Monday, October 17, 2016

7 Questions For: Author Danica Davidson

Danica Davidson is the author of the Overworld Adventures book series for Minecrafters, with the books Escape from the OverworldAttack on the OverworldThe Rise of HerobrineDown into the Nether, a The Armies of Herobrine and the newly released Battle with the Wither. She is also the author of Manga Art for Beginners and  Barbie: Puppy Party

And now Danica Davidson faces the 7 Questions:

Question Seven: What are your top three favorite books?

The Iliad, the Odyssey and Ovid’s Metamorphoses

Question Six: How much time do you spend each week writing? Reading?

As much as I can (and it still somehow feels like never enough). With my Minecrafter novels, I’ve gotten into the habit of getting the first draft completely done in a week, give or take a day. That’s a lot of writing! But my deadlines have usually given me about six weeks to write the book, so I’ve had to move fast. Then I take a little break from it before I go back and revise. 

Question Five: What was the path that led you to publication?

I started seriously submitting my work to agents and editors when I was in middle school. I was writing novels at the time and all I’ve ever wanted to be was a professional author. Everyone tells you to be ready for rejections, but I never expected the sheer number of them on my way to selling my first book. When I was in my senior year of high school, I was in a situation where it was important I start making my own income, so I went to the local newspaper and asked for a job. I started out as a freelancer, covering dramatic, stop-the-press events like the local tractor pull (okay, it wasn’t dramatic).

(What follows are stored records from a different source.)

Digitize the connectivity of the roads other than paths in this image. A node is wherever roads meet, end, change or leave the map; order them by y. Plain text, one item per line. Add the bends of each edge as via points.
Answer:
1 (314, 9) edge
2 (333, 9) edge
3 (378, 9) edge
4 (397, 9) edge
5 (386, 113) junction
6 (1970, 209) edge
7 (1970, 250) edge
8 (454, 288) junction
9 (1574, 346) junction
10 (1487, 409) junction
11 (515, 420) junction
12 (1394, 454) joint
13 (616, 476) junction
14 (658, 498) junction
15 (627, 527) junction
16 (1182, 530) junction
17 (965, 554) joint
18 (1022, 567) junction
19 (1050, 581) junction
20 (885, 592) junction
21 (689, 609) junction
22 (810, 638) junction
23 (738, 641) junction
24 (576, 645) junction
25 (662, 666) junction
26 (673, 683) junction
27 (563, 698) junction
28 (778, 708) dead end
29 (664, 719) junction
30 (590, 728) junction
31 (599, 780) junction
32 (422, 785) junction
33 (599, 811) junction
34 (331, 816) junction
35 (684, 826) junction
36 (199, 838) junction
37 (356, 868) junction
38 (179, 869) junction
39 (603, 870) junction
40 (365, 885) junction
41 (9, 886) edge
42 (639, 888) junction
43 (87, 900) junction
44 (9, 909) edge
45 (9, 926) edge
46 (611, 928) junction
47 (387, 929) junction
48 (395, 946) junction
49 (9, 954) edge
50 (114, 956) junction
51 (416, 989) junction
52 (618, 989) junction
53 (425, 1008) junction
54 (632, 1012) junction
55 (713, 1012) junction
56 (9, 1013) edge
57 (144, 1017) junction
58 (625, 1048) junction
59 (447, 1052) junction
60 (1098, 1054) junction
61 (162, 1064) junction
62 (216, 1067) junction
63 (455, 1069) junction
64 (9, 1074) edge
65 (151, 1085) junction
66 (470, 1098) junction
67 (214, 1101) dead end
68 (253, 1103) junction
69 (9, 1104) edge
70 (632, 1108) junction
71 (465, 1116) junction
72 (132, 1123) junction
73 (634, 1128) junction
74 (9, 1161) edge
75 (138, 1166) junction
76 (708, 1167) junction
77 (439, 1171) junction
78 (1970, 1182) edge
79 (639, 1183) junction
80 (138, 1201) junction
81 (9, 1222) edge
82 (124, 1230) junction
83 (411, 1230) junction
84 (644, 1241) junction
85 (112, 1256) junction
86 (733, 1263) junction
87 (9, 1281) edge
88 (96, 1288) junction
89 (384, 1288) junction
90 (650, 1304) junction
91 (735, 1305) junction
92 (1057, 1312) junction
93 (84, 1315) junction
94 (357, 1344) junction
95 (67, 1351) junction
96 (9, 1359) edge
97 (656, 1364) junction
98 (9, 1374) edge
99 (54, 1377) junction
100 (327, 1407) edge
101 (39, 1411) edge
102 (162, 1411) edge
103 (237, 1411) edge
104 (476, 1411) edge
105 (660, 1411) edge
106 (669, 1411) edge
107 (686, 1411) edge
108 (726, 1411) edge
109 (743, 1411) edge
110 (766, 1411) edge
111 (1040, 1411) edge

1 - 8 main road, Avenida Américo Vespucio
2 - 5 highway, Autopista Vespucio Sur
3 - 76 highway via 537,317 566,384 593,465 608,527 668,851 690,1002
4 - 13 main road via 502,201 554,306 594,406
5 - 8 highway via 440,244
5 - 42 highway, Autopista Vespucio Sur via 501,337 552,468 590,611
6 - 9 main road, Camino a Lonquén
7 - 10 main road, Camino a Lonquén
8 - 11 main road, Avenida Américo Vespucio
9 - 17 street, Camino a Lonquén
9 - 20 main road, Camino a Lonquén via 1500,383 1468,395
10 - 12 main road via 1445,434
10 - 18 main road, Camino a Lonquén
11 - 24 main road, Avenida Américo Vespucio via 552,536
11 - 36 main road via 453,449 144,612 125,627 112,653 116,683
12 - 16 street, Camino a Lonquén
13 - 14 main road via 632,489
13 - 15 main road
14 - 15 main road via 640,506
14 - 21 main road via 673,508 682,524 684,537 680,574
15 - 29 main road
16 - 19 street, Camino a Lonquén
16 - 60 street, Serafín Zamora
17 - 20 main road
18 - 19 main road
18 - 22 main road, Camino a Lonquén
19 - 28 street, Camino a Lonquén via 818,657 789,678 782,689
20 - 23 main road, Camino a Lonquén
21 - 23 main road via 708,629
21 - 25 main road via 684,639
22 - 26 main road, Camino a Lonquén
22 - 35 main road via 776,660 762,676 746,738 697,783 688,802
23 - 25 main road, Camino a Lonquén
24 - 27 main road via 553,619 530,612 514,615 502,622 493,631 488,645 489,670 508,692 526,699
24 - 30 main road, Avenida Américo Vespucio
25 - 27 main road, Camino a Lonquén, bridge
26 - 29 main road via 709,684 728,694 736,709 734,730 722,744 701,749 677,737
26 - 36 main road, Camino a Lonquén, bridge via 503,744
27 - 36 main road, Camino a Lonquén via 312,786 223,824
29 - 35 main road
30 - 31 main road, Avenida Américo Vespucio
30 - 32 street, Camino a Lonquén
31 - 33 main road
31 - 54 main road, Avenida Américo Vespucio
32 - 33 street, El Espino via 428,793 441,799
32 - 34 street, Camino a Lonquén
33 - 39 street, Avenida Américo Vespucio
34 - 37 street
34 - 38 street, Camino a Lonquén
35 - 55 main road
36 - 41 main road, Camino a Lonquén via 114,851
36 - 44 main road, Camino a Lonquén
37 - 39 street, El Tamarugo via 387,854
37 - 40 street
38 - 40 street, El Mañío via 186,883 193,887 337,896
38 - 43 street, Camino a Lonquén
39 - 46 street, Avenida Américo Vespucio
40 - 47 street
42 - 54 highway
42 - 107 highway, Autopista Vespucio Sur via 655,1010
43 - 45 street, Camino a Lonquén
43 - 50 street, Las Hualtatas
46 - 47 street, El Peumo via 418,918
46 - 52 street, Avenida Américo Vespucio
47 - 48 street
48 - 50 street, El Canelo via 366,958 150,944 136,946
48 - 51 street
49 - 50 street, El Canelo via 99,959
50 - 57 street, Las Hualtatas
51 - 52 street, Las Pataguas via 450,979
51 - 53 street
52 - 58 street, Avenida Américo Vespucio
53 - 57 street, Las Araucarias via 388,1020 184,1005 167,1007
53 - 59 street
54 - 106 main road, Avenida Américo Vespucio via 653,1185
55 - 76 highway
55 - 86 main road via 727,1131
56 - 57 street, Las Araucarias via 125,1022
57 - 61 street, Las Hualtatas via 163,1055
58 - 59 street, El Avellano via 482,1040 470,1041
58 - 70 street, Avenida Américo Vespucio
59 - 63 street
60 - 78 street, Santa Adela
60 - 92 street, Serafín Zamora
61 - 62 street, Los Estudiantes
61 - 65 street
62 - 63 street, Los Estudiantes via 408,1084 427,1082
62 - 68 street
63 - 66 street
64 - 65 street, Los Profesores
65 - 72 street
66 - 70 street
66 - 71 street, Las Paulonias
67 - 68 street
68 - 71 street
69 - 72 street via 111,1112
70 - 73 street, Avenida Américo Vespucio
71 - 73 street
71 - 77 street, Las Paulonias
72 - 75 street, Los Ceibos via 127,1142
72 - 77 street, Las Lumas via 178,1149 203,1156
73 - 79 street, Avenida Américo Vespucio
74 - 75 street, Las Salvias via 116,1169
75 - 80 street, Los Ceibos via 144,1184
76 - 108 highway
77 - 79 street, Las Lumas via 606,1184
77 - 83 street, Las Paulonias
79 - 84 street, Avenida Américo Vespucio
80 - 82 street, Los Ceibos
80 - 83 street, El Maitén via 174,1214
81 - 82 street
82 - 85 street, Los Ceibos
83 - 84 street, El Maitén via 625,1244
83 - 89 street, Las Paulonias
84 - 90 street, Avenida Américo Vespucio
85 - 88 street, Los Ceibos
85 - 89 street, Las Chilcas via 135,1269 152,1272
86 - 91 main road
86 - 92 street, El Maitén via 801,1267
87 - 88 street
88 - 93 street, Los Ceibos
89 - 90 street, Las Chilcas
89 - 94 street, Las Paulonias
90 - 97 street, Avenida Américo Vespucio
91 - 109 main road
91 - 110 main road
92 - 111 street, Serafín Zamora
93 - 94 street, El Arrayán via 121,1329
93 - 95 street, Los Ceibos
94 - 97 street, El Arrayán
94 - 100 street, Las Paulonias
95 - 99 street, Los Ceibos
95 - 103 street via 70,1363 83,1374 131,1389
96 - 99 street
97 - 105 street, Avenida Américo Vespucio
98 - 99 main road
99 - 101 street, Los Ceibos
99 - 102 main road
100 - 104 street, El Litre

I’d send my published articles to other places, trying to get in. I started writing for an anime magazine (I’m a big fan of anime and animation), and that helped open more doors. Eventually I was writing articles for MTV, CNN, The Onion, Publishers Weekly, Booklist and other publications. All the while I was still trying to sell my books and was stacking up rejection letters. More than a decade after I started submitting, I got an agent who was impressed with my writing and all my publications and wanted to represent me. Some months later, I’d sold my first book, Manga Art for Beginners.  

Question Four: Do you believe writers are born, taught or both? Which was true for you?

For me, it just came naturally, though I think we all need “teaching.” Since I was little, I made up stories. I used to dictate stories to my parents when I was three. I wrote my first chapter book when I was seven. I just wrote.

But it’s also important to learn how to edit, how to portray characters, etc. Some of that can be done from studying how other writers handle it. It also helps to find an editor who’s willing to look over what you have, because writers tend to be too close to their work, especially at the beginning. 

Question Three: What is your favorite thing about writing? What is your least favorite thing?

My favorite thing is the act of writing, especially when the words come as a rush and it feels as if you’re just taking dictation from your brain. Sometimes it’s harder to get the words to come, but when they do come in a rush, it’s the best.

My least favorite thing is more the business of publishing. For instance, getting an agent is agony and it took me years. Then you have to publicize your book, but a million other people also want to publicize their books, so everyone’s vying for attention. I just want to write and let the books sell themselves, but it usually doesn’t work that way. It’s very time-consuming and takes time away from actual writing, but it’s part of what you have to do to be a professional writer. 

Question Two: What one bit of wisdom would you impart to an aspiring writer? (feel free to include as many other bits of wisdom as you like)

My best advice for writing is “to write.” I hear from people all the time who say they want to be a writer, though they’ve never written anything down. It’s like they’re scared to put something on paper in case it isn’t perfect. No rough draft is perfect, but getting the words down is important. 

Question One: If you could have lunch with any writer, living or dead, who would it be? Why?

Anaïs Nin, a French-American writer I discovered in high school. She writes for adults, not kids, so she has a very different audience than the ones I have with my Minecrafter, manga and Barbie books. She kept a diary her whole life and parts of it have been published, and some of it is the most real, authentic writing I’ve ever read. She describes things I’ve felt but never heard described before. That’s what all writers want to do.